I was about 15 at the time I think, 14 possibly, and I've still got questions around it twenty years on. My Dad didn't cook much. Why did he have a fish slice in his hand? Why, having been expressly told several times I was not allowed to dye my hair, would I have done so, and then left the packet in the kitchen bin, where my Dad would be likely to find it? And if he needed to find the packet in order to realise I'd dyed it, why did I even bother dying it at all?
As an act of rebellion, it wasn't the most outrageous - I chose a colour pretty much identical to my own - but it tripped a switch alright. My father I think, was always slightly irrational when it came to my hair. He cried when I came home with it short the first time. Considering the state of the hair-cut-a layered job that made me look like a 70s football coach-this was an appropriate response. But hair was always sacred to him.
By the time I hit my teens, requests to colour it were met with an purple face and a bellowed 'no'. That's why I did it, obviously. Teenage girls exist for the simple expedient of pissing their fathers off. For me it was hair dye. It could just as easily have been a piercing, a knee-high boot, a short skirt, or a tattoo.
The fish slice missed, and the colour washed out eventually, but I remembered that incident last week, in the midst of the latest moral panic, which has, miserably, predictably, given rise to the same old, tired lame-brain arguments over what a woman should and shouldn't wear.
This discussion depresses me, but more than that, it fills me with an intense impatience for the day when we look back at the idea that a woman's outfit can trigger, explain or excuse an act of sexual violence against her, and we think it's quaint.
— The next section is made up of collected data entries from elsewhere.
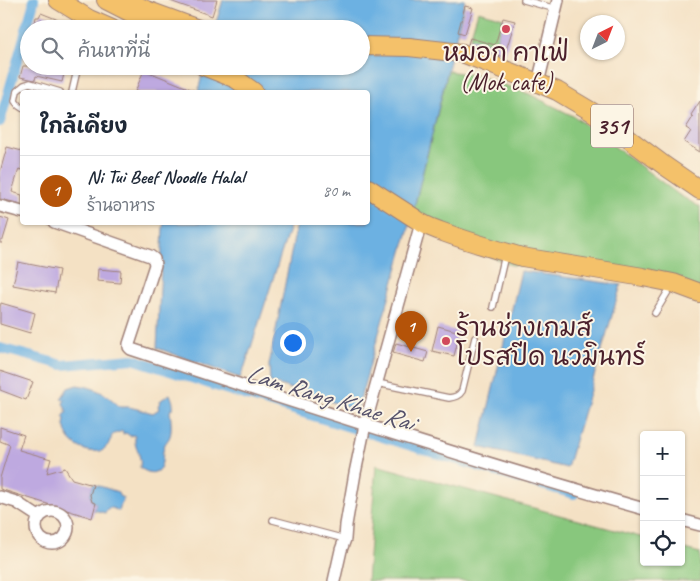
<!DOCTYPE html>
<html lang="th">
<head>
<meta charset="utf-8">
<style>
  :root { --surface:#fff; --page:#f6f6f7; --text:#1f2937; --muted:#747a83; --line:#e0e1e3; --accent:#b45309 }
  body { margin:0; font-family:Caveat,"Playpen Sans Thai",sans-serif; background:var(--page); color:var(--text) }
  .controls { position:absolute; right:15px; bottom:15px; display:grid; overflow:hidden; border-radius:5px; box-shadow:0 1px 4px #0004 }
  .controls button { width:45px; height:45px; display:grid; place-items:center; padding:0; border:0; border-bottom:1px solid var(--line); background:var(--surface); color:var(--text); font:25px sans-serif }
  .compass { position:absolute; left:580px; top:15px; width:45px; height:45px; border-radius:50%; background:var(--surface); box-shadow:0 1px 4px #0004; rotate:42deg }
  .you { position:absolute; left:292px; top:342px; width:18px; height:18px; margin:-12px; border:4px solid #fff; border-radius:50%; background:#1a73e8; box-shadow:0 0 0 8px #1a73e833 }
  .badge { display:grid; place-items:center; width:32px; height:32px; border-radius:50%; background:var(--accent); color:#fff; font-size:16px; font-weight:700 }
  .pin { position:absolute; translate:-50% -41px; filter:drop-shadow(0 1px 2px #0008) }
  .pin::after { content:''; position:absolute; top:26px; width:18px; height:15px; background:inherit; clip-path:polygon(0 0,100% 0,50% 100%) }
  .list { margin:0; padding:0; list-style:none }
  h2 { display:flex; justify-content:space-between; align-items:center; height:65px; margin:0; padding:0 20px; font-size:21px }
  h2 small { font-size:16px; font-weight:400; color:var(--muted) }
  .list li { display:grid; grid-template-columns:32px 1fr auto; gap:15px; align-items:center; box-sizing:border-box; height:70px; padding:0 20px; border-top:1px solid var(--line) }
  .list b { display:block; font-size:19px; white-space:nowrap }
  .list p { margin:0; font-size:16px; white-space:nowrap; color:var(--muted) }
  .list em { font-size:16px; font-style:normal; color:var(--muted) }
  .icon { flex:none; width:28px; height:28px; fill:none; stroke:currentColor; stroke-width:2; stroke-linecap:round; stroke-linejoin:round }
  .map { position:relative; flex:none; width:700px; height:581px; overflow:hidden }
  .search { position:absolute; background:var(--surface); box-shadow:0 1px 4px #0004; left:20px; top:20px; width:350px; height:55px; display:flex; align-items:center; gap:12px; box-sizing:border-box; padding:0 18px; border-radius:28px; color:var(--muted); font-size:19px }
  .panel { position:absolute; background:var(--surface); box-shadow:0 1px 4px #0004; left:20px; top:90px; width:350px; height:135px; border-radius:5px }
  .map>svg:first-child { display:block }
</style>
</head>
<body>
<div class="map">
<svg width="700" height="581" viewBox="0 0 700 581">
  <rect width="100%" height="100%" fill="#fcf5e5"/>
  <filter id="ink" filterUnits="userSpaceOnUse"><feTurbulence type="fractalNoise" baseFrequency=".02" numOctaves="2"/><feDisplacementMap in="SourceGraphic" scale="10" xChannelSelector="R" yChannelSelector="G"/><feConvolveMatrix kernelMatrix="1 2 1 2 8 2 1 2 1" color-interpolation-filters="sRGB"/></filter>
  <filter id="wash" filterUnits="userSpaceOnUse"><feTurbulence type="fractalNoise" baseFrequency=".0096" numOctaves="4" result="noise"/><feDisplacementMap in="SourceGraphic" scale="20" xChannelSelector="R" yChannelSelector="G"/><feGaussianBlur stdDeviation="1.12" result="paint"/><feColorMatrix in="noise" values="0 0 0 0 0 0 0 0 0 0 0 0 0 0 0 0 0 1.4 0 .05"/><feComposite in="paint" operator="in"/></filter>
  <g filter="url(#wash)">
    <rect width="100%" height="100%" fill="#f4e1c4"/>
    <!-- green -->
    <path fill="#88c77d" stroke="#697354" d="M478 11 503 18 495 45 470 38Z
      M448 71 479 76 529 94 575 117 679 195 700 207V289L684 283 511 265 410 224Z
      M376 465 644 538V562H681V548L700 553V581H367Z"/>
    <!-- water -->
    <path fill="#6cb1e2" stroke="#5b6886" d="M223 0H465L410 224 357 410 270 382 269 365 297 223 368 222V92H198L204 66H361V29H214Z
      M164 223H291L245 366 240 378 157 348 163 228Z
      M521 271 621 285 567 468 479 447Z
      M77 385C95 387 107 394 120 407H129L153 413 159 409 158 406 161 400 170 394C172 399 174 404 173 409H171L170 412C171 417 172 431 170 436 169 440 165 442 164 447 161 454 165 469 155 472 150 474 145 471 140 468 140 466 141 460 140 459 139 451 134 447 135 437L134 435 130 436 126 433 123 434V431C106 436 115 435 108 445 106 447 104 449 102 451 97 451 93 452 89 451 78 449 66 439 65 428L64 427 65 418 63 417 67 412 63 403 65 400 61 399 68 388Z
      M93 484 118 492 119 496 123 498 119 511 112 508H108L105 513 94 510 96 503 92 502 90 495Z"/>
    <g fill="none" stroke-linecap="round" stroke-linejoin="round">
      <!-- canal -->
      <path stroke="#6cb1e2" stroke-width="10" d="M0 122 33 5 34 0
        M0 348 63 365 133 359 225 389 503 474 574 494"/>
    </g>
    <g id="blocks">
      <!-- building -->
      <path fill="#bea9e0" d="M170 0H217L212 16 170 1Z
        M465 6 473 8 465 34 458 32Z
        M41 13 56 19 69 29H41L34 26 36 17H39Z
        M503 18 515 21 504 57 468 44 470 38 495 45Z
        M23 66H66L62 82 36 76 35 80 20 77Z
        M144 70 198 92H135Z
        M700 101V152L684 142 691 131 686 128 693 117 691 115Z
        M7 147 22 151V170L19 169 12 192 22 195V204L0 199V172Z
        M0 217 9 220 2 243H0Z
        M18 262 59 270 55 293 13 285Z
        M98 269 121 271 120 283 97 281Z
        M1 303 35 313 30 333 0 324V307Z
        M438 326 460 332 454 356 432 351Z
        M396 343 428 352 425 362 393 353Z
        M0 371 33 382 26 400 0 390Z
        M0 427 24 435 19 450 51 459 47 473 65 468 72 479 93 485 90 495 92 502 96 503 92 518 0 489V478L10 445 0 441Z"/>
    </g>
  </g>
  <g filter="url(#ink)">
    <use href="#blocks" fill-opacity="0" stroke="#9f8078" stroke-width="1"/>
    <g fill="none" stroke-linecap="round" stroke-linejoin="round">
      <!-- service casing -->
      <g stroke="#9f8078" stroke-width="8">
        <path id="service" d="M524 0 556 9
          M72 92 78 66
          M22 108 19 106 15 101 17 91 24 85 30 83 60 92
          M493 307 505 255
          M655 313 672 285
          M377 383 449 398C455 397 459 396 462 391L475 338
          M273 520 345 539"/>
      </g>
      <!-- minor casing -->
      <g stroke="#9f8078" stroke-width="14">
        <path id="minor" d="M538 83 558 0
          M0 206 22 212
          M54 222 150 256 154 259 155 265 129 344V347L131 349C301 405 471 460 644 509
          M0 497 16 502 39 517
          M36 527a16 16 0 1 1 32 0a16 16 0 1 1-32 0Z
          M681 520 700 525
          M334 581 341 550 345 539 346 525 355 473 365 425 421 223"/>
      </g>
      <!-- primary casing -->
      <g stroke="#9f8078" stroke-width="20">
        <path id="primary" d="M58 0 89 19 112 29
          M106 0 149 22 155 26V29
          M125 0 146 10 198 29
          M361 46 409 47 462 53 538 83 557 91 594 113 665 166 700 190
          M203 66 236 79 254 92
          M368 188 416 219C423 225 432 228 440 231 467 241 494 249 522 257L643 277 673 283 700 293"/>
      </g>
      <!-- service -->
      <use href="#service" stroke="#fff" stroke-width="5.5"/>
      <!-- minor -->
      <use href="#minor" stroke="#fff" stroke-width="11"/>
      <!-- primary -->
      <use href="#primary" stroke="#f4c16b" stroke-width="18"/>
    </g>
  </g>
  <!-- markers -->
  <g fill="#d1495b" stroke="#fcf5e5" stroke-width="2">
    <circle cx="506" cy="29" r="5"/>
    <circle cx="446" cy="341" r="5"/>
  </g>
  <g text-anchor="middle" stroke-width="4" stroke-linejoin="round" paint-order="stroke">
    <!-- shield labels -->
    <rect fill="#fcf5e5" stroke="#7f5f63" stroke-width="1" x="591" y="104.5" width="42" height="43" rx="4"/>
    <g font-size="24" font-weight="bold" fill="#4a1f2b">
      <text x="612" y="134">351</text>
    </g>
    <!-- poi labels -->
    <g font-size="25" fill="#4a1f2b" stroke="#fcf5e5">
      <text x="506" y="61">หมอก คาเฟ่<tspan x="506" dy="29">(Mok cafe)</tspan></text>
      <text x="456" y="336" text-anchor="start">ร้านช่างเกมส์<tspan x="456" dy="29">โปรสปีด นวมินทร์</tspan></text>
    </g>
    <!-- water labels -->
    <g font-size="26" font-style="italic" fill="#56526b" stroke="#fcf5e5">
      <text transform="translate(330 397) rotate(17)" y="9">Lam Rang Khae Rai</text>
    </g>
  </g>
</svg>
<div class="controls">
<button>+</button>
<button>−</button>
<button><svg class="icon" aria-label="locate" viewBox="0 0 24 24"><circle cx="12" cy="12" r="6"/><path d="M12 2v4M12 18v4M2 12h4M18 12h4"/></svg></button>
</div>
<svg class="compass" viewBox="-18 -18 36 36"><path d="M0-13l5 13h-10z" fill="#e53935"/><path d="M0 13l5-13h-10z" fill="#747a83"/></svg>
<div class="you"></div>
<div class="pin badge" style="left:411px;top:352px">1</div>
<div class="search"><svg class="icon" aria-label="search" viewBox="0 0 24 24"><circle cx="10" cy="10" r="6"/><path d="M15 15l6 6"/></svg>ค้นหาที่นี่</div>
<section class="panel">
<h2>ใกล้เคียง<small></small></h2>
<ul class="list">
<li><span class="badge">1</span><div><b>Ni Tui Beef Noodle Halal</b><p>ร้านอาหาร</p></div><em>80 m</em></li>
</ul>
</section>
</div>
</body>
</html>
Like how they thought the world was flat in the dark ages, or that the sun revolved around the earth.
Indulgent bemusement is the attitude we take towards our forebears in these matters. That's exactly how our descendents are going to feel when they find out that some of us thought that rape is about clothes.
Rape is not about clothes. Rape is about power, and violence, and taking what is not yours. The first time I remember getting angry about this was about the same time I was getting a fish slice thrown at me for dying my hair on the sly. I can't believe we're still having the same argument 15 years on.